### WHAT IS REQUIRED
Print the records below exactly as they appear.

### DATASET CONTENT

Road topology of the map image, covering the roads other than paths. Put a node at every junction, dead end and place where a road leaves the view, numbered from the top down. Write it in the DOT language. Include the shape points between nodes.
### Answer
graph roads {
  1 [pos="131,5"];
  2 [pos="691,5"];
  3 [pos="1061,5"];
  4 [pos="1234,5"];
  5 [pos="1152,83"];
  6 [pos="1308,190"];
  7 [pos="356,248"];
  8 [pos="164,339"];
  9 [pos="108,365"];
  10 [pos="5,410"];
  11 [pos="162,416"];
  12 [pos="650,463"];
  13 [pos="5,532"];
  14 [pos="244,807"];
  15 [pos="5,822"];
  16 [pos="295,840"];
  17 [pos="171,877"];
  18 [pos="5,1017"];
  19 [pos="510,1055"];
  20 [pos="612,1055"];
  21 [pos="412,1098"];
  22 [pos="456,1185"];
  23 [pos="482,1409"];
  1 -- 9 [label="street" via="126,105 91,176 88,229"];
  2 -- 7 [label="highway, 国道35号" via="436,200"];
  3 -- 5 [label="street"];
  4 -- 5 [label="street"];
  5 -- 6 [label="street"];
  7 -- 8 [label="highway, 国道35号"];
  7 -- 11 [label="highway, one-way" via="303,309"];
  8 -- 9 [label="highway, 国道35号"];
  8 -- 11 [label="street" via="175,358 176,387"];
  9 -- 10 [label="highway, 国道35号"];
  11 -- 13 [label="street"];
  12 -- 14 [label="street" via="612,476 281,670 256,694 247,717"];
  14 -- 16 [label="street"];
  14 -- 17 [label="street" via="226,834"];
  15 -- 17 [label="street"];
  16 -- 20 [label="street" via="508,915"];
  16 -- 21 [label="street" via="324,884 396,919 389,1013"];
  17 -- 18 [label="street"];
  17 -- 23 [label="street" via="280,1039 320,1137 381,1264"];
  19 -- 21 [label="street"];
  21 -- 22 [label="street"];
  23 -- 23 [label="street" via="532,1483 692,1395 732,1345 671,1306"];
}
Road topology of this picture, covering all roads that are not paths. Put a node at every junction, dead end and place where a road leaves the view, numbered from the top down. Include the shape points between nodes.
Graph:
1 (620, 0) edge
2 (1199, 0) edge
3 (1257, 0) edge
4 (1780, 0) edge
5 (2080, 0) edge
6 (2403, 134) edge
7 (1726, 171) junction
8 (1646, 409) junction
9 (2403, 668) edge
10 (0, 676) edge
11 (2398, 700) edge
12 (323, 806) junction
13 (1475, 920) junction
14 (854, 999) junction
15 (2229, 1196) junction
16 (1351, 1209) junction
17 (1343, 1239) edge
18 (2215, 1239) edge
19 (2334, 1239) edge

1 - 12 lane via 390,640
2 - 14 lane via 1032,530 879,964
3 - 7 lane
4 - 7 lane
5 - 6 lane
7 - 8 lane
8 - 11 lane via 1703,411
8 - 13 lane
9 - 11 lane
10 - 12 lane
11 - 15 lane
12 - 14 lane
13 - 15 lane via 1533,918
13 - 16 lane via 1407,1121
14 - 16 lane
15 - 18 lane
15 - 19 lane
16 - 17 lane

### REPLY
Road topology of the map image, covering the roads other than paths. Put a node at every junction, dead end and place where a road leaves the view, numbered from the top down. Write it in the DOT language. Include the shape points between nodes.
### Answer
graph roads {
  1 [pos="131,5"];
  2 [pos="691,5"];
  3 [pos="1061,5"];
  4 [pos="1234,5"];
  5 [pos="1152,83"];
  6 [pos="1308,190"];
  7 [pos="356,248"];
  8 [pos="164,339"];
  9 [pos="108,365"];
  10 [pos="5,410"];
  11 [pos="162,416"];
  12 [pos="650,463"];
  13 [pos="5,532"];
  14 [pos="244,807"];
  15 [pos="5,822"];
  16 [pos="295,840"];
  17 [pos="171,877"];
  18 [pos="5,1017"];
  19 [pos="510,1055"];
  20 [pos="612,1055"];
  21 [pos="412,1098"];
  22 [pos="456,1185"];
  23 [pos="482,1409"];
  1 -- 9 [label="street" via="126,105 91,176 88,229"];
  2 -- 7 [label="highway, 国道35号" via="436,200"];
  3 -- 5 [label="street"];
  4 -- 5 [label="street"];
  5 -- 6 [label="street"];
  7 -- 8 [label="highway, 国道35号"];
  7 -- 11 [label="highway, one-way" via="303,309"];
  8 -- 9 [label="highway, 国道35号"];
  8 -- 11 [label="street" via="175,358 176,387"];
  9 -- 10 [label="highway, 国道35号"];
  11 -- 13 [label="street"];
  12 -- 14 [label="street" via="612,476 281,670 256,694 247,717"];
  14 -- 16 [label="street"];
  14 -- 17 [label="street" via="226,834"];
  15 -- 17 [label="street"];
  16 -- 20 [label="street" via="508,915"];
  16 -- 21 [label="street" via="324,884 396,919 389,1013"];
  17 -- 18 [label="street"];
  17 -- 23 [label="street" via="280,1039 320,1137 381,1264"];
  19 -- 21 [label="street"];
  21 -- 22 [label="street"];
  23 -- 23 [label="street" via="532,1483 692,1395 732,1345 671,1306"];
}
Road topology of this picture, covering all roads that are not paths. Put a node at every junction, dead end and place where a road leaves the view, numbered from the top down. Include the shape points between nodes.
Graph:
1 (620, 0) edge
2 (1199, 0) edge
3 (1257, 0) edge
4 (1780, 0) edge
5 (2080, 0) edge
6 (2403, 134) edge
7 (1726, 171) junction
8 (1646, 409) junction
9 (2403, 668) edge
10 (0, 676) edge
11 (2398, 700) edge
12 (323, 806) junction
13 (1475, 920) junction
14 (854, 999) junction
15 (2229, 1196) junction
16 (1351, 1209) junction
17 (1343, 1239) edge
18 (2215, 1239) edge
19 (2334, 1239) edge

1 - 12 lane via 390,640
2 - 14 lane via 1032,530 879,964
3 - 7 lane
4 - 7 lane
5 - 6 lane
7 - 8 lane
8 - 11 lane via 1703,411
8 - 13 lane
9 - 11 lane
10 - 12 lane
11 - 15 lane
12 - 14 lane
13 - 15 lane via 1533,918
13 - 16 lane via 1407,1121
14 - 16 lane
15 - 18 lane
15 - 19 lane
16 - 17 lane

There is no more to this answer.